Start of GIVEN INFORMATION
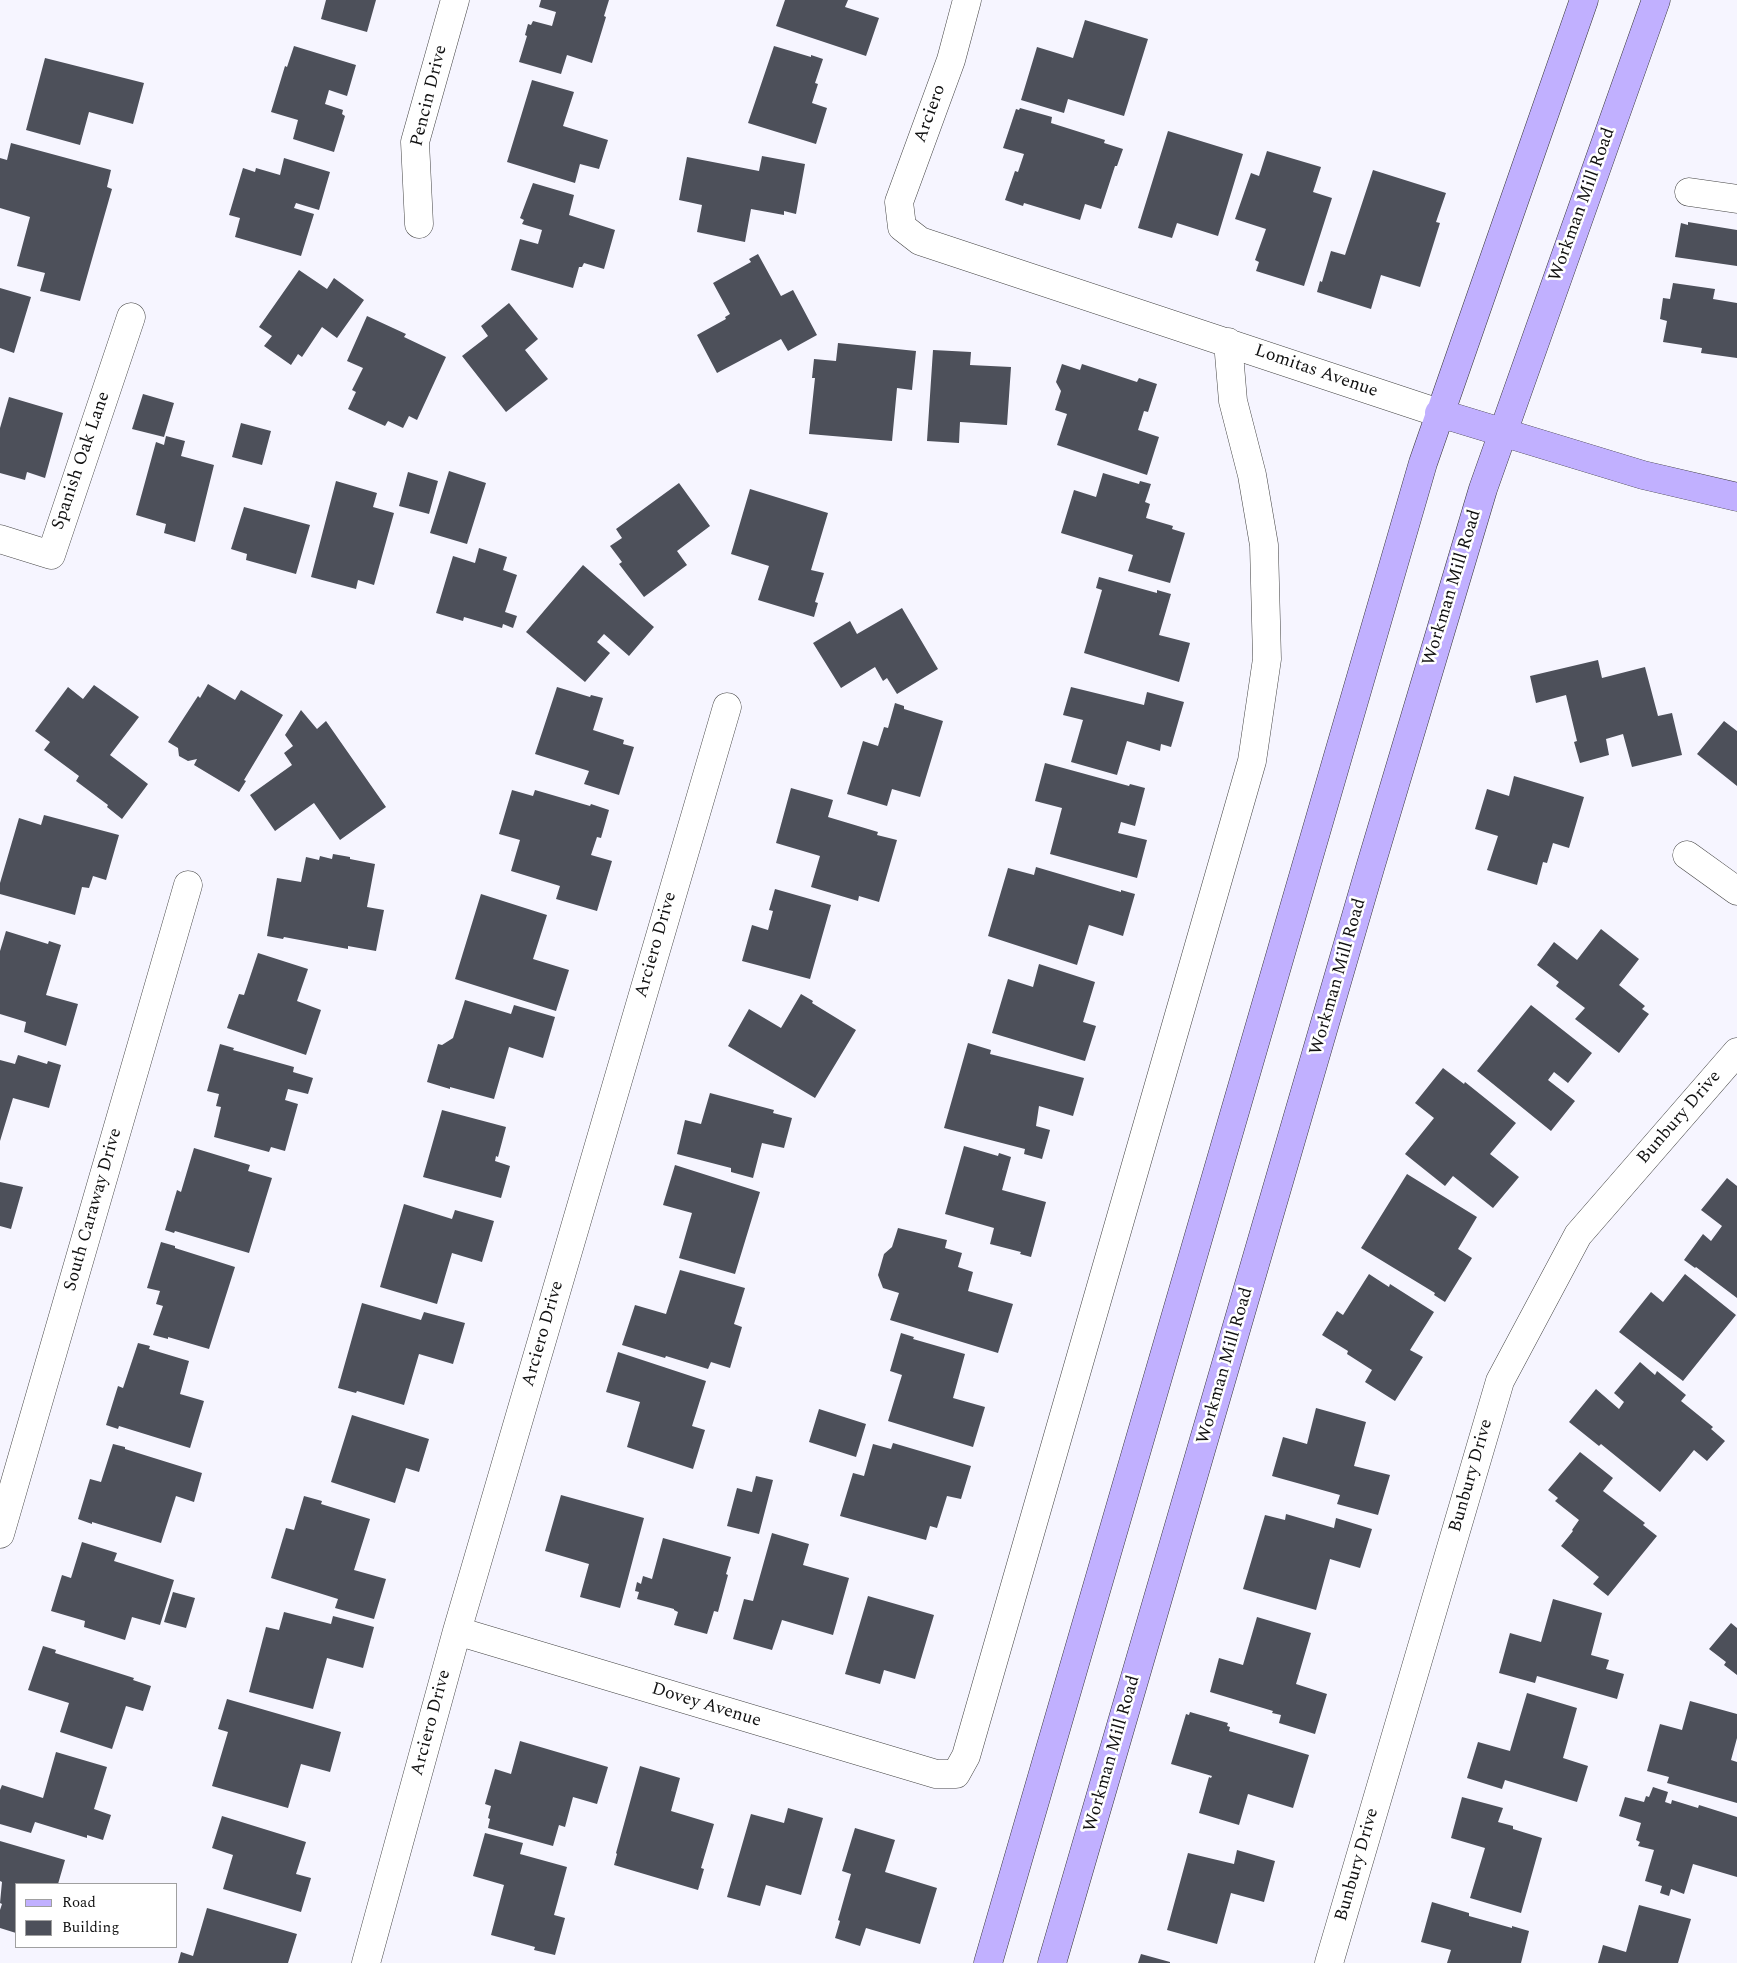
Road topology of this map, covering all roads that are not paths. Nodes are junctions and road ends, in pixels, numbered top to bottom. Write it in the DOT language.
graph roads {
  1 [pos="455,0"];
  2 [pos="967,0"];
  3 [pos="1584,0"];
  4 [pos="1656,0"];
  5 [pos="1689,192"];
  6 [pos="1737,199"];
  7 [pos="419,224"];
  8 [pos="902,227"];
  9 [pos="131,317"];
  10 [pos="1228,342"];
  11 [pos="1439,413"];
  12 [pos="1502,433"];
  13 [pos="1737,497"];
  14 [pos="0,539"];
  15 [pos="727,707"];
  16 [pos="1687,855"];
  17 [pos="188,885"];
  18 [pos="1737,891"];
  19 [pos="1737,1052"];
  20 [pos="0,1534"];
  21 [pos="457,1631"];
  22 [pos="366,1963"];
  23 [pos="988,1963"];
  24 [pos="1052,1963"];
  25 [pos="1329,1963"];
  1 -- 7 [label="street, Pencin Drive"];
  2 -- 8 [label="street, Arciero"];
  3 -- 11 [label="main road"];
  4 -- 12 [label="main road, Workman Mill Road"];
  5 -- 6 [label="street"];
  8 -- 10 [label="street, Lomitas Avenue"];
  9 -- 14 [label="street, Spanish Oak Lane"];
  10 -- 11 [label="street, Lomitas Avenue"];
  10 -- 21 [label="street, Dovey Avenue"];
  11 -- 12 [label="main road, Lomitas Avenue"];
  11 -- 23 [label="main road"];
  12 -- 13 [label="main road, Lomitas Avenue"];
  12 -- 24 [label="main road, Workman Mill Road"];
  15 -- 21 [label="street, Arciero Drive"];
  16 -- 18 [label="street"];
  17 -- 20 [label="street, South Caraway Drive"];
  19 -- 25 [label="street, Bunbury Drive"];
  21 -- 22 [label="street, Arciero Drive"];
}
End of GIVEN INFORMATION
WHAT THE TASK ASKS >> Repeat the whole listing above word for word. Leave out the pictures.

RESPONSE BELOW >>
Road topology of this map, covering all roads that are not paths. Nodes are junctions and road ends, in pixels, numbered top to bottom. Write it in the DOT language.
graph roads {
  1 [pos="455,0"];
  2 [pos="967,0"];
  3 [pos="1584,0"];
  4 [pos="1656,0"];
  5 [pos="1689,192"];
  6 [pos="1737,199"];
  7 [pos="419,224"];
  8 [pos="902,227"];
  9 [pos="131,317"];
  10 [pos="1228,342"];
  11 [pos="1439,413"];
  12 [pos="1502,433"];
  13 [pos="1737,497"];
  14 [pos="0,539"];
  15 [pos="727,707"];
  16 [pos="1687,855"];
  17 [pos="188,885"];
  18 [pos="1737,891"];
  19 [pos="1737,1052"];
  20 [pos="0,1534"];
  21 [pos="457,1631"];
  22 [pos="366,1963"];
  23 [pos="988,1963"];
  24 [pos="1052,1963"];
  25 [pos="1329,1963"];
  1 -- 7 [label="street, Pencin Drive"];
  2 -- 8 [label="street, Arciero"];
  3 -- 11 [label="main road"];
  4 -- 12 [label="main road, Workman Mill Road"];
  5 -- 6 [label="street"];
  8 -- 10 [label="street, Lomitas Avenue"];
  9 -- 14 [label="street, Spanish Oak Lane"];
  10 -- 11 [label="street, Lomitas Avenue"];
  10 -- 21 [label="street, Dovey Avenue"];
  11 -- 12 [label="main road, Lomitas Avenue"];
  11 -- 23 [label="main road"];
  12 -- 13 [label="main road, Lomitas Avenue"];
  12 -- 24 [label="main road, Workman Mill Road"];
  15 -- 21 [label="street, Arciero Drive"];
  16 -- 18 [label="street"];
  17 -- 20 [label="street, South Caraway Drive"];
  19 -- 25 [label="street, Bunbury Drive"];
  21 -- 22 [label="street, Arciero Drive"];
}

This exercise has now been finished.